In this paper, I explore the hypothesis that the emerging and blooming field of Psycho-analytic Study of Organizations is infiltrated and contaminated by sweeping mechanisms of thought - I use the term 'Basic Assumption' (1) - which tend to shift the development of that field into a quasi-academic, quasi-rational, respectable, cozy and reassuring common venture. I borrow the term 'Basic Assumption' mainly for two reasons: first, because these mechanisms are implicit, if not unconscious, and pervade much of the published material on Psychoanalytic study of organizations, if not of its practice. Second, as from within the community of practitioners (2) there is almost no critique of any kind towards the practice and the published material, it can be interpreted as a sign that practitioners and writers might be engaged not in a rational, scientific 'ego-reality function' pursuit, but in the fulfillment of some phantasies.

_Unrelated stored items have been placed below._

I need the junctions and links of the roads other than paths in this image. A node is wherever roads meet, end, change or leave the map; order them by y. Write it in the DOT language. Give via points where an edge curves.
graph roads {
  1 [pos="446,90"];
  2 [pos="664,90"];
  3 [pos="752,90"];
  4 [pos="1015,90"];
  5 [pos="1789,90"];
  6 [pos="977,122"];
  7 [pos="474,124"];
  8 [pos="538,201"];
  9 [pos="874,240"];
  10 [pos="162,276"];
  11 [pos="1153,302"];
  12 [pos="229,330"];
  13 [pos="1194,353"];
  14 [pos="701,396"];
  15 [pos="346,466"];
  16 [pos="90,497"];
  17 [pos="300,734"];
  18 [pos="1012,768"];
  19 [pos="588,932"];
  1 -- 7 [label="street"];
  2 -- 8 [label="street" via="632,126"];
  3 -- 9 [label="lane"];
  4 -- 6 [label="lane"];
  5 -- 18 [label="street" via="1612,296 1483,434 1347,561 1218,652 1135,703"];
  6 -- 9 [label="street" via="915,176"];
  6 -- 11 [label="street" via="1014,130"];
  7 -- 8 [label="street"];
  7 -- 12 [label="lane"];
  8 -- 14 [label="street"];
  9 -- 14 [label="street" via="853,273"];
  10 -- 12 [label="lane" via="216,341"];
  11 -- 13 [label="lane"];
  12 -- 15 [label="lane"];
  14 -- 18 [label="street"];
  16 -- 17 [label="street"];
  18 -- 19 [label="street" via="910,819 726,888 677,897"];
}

Scientific, rational, logical, methodological critique would seem to pertain to the realm of 'work', as opposed to the uncriticized world of 'basic assumption'. The bulk of this paper consists of such a positive and constructive critique, enunciated from within the ranks and file of the field. In that, I consider myself to stay very much within the tradition of Bion and psychoanalysis generally, as their endeavor was to put in question established wisdom, and their stance might be considered radical, even subversive to the established order, the Authorities and the conventional ways of interpreting the world (3)

I will examine here two of these thought mechanisms and then try to propose that we can meaningfully and fruitfully engage in the Psychoanalytical study of organizations without resorting to them. In order to get straight to the crux of the argument I will not develop here two of its premises: the first, is that with Freud and psychoanalysis, psychology made a radical, quantum, controversial leap from what was traditional psychology, and revolutionized the field (4). The second concerns the definition of the field of psychoanalysis itself nowadays; elaborating on these might throw us in too lengthy a discussion even to be summarized here. Suffice it to say, to quote Kenneth Eisold at a recent ISPSO Conference, that

" psychoanalysis in any sense that could lend itself to adjectival clarity and consistency just does not exist ".

Eisold stresses two main historical developments: the so-called post-modernist stance, shaking any belief at their very bases, especially the belief in reality and truth; and the proliferation of schools in the psychoanalytic world. However, whatever the school or strand we espouse in Psychoanalysis, it has to do with search, and looking beside, or underneath, and with questioning.

"…psychoanalysis is a domain of study or exploration: the domain of irrational behavior that cannot be accounted for by consciously understood motives(…). Psychoanalysis may come to be thought of as defining an area of inquiry. (…) it is an area of investigation that is defined by the limits of the rational, an instrumentality for probing problematic experience" (Eisold, 1995 ).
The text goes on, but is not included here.